Ordynacja kobiet, wprowadzenie święceń kapłańskich dla viri probati (mężczyzn, którzy sprawdzili się jako wierni mężowie, dobrzy ojcowie i cieszą się autorytetem w swej lokalnej społeczności), zawieranie kościelnych związków małżeńskich przez członków mniejszości seksualnych, zmiana w katechizmie tak, aby nie były grzechem intymne relacje pomiędzy osobami tej samej płci, uzyskanie wpływu przez świeckich na mianowanie kościelnych hierarchów – takie są tematy odbywającego się w Stuttgarcie zgromadzenia niemieckich katolików (Katholikentag).

Nowa droga

Watykan przygląda się od kilku lat z najwyższą uwagą tendencjom reformatorskim w Kościele niemieckim.
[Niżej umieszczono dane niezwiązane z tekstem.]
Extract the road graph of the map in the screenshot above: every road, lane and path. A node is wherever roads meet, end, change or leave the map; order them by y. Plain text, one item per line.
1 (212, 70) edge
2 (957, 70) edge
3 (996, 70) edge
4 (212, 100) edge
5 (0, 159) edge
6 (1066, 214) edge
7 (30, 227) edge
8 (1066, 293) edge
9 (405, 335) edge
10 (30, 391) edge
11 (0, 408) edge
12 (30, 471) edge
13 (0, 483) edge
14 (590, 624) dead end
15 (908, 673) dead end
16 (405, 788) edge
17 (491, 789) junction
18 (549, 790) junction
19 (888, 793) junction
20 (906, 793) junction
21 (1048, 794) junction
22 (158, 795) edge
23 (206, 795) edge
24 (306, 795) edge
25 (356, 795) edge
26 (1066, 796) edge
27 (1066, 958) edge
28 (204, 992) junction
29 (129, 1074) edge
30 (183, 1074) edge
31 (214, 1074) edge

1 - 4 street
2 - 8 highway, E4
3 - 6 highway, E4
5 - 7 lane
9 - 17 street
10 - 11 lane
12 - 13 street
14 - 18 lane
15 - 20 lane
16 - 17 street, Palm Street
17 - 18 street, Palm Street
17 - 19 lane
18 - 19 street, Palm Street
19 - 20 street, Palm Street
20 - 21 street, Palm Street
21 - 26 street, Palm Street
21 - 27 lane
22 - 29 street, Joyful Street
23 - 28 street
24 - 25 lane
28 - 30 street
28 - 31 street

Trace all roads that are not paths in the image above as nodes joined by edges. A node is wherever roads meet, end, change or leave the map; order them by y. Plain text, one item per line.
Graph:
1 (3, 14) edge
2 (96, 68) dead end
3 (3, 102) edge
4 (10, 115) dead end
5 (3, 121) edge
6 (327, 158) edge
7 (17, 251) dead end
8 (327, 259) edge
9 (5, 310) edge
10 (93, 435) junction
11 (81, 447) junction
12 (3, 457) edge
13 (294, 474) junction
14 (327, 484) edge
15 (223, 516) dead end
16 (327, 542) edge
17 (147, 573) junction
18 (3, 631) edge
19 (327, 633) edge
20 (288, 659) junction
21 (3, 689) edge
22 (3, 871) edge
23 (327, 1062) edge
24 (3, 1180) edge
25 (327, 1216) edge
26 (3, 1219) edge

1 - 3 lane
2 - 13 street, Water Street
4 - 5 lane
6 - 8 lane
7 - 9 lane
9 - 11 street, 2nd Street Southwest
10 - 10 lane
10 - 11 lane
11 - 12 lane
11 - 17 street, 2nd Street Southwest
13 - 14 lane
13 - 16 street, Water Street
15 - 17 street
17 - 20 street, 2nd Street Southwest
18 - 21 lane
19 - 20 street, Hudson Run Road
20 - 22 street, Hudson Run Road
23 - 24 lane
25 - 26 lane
Już trzy lata temu wysłał „List do pielgrzymującego ludu Bożego w Niemczech”, w którym ostrzegł niemieckich katolików przed podejmowaniem nieprzemyślanych kroków mających na celu dostosowanie się do „ducha czasów”, co grozi „oderwaniem się od Kościoła powszechnego”. Stolica Apostolska powtórzyła właśnie te ostrzeżenia. Nie robią wrażenia na niemieckich katolikach oraz Kościele, który nie ma zamiaru rezygnować z reform dyskutowanych w ramach programu o nazwie Synodalna Droga (Synodale Weg). Niedawno podkreślono z całą mocą konieczność zmian.

Czytaj więcej

Dlaczego trzeba być chrześcijaninem

Taka nieustępliwość niepokoi polski Kościół, co wyraził abp Stanisław Gądecki w wysłanym pod koniec lutego liście do przewodniczącego niemieckiego episkopatu biskupa Georga Bätzinga, podważając sens wysiłków reformatorskich niemieckiego Kościoła. Jego zdaniem kryzys wiary w Europie „ma swe przyczyny, do których należą te standardowe prośby o zniesienie celibatu, kapłaństwo kobiet, o komunię dla rozwiedzionych czy błogosławienie związków jednopłciowych”.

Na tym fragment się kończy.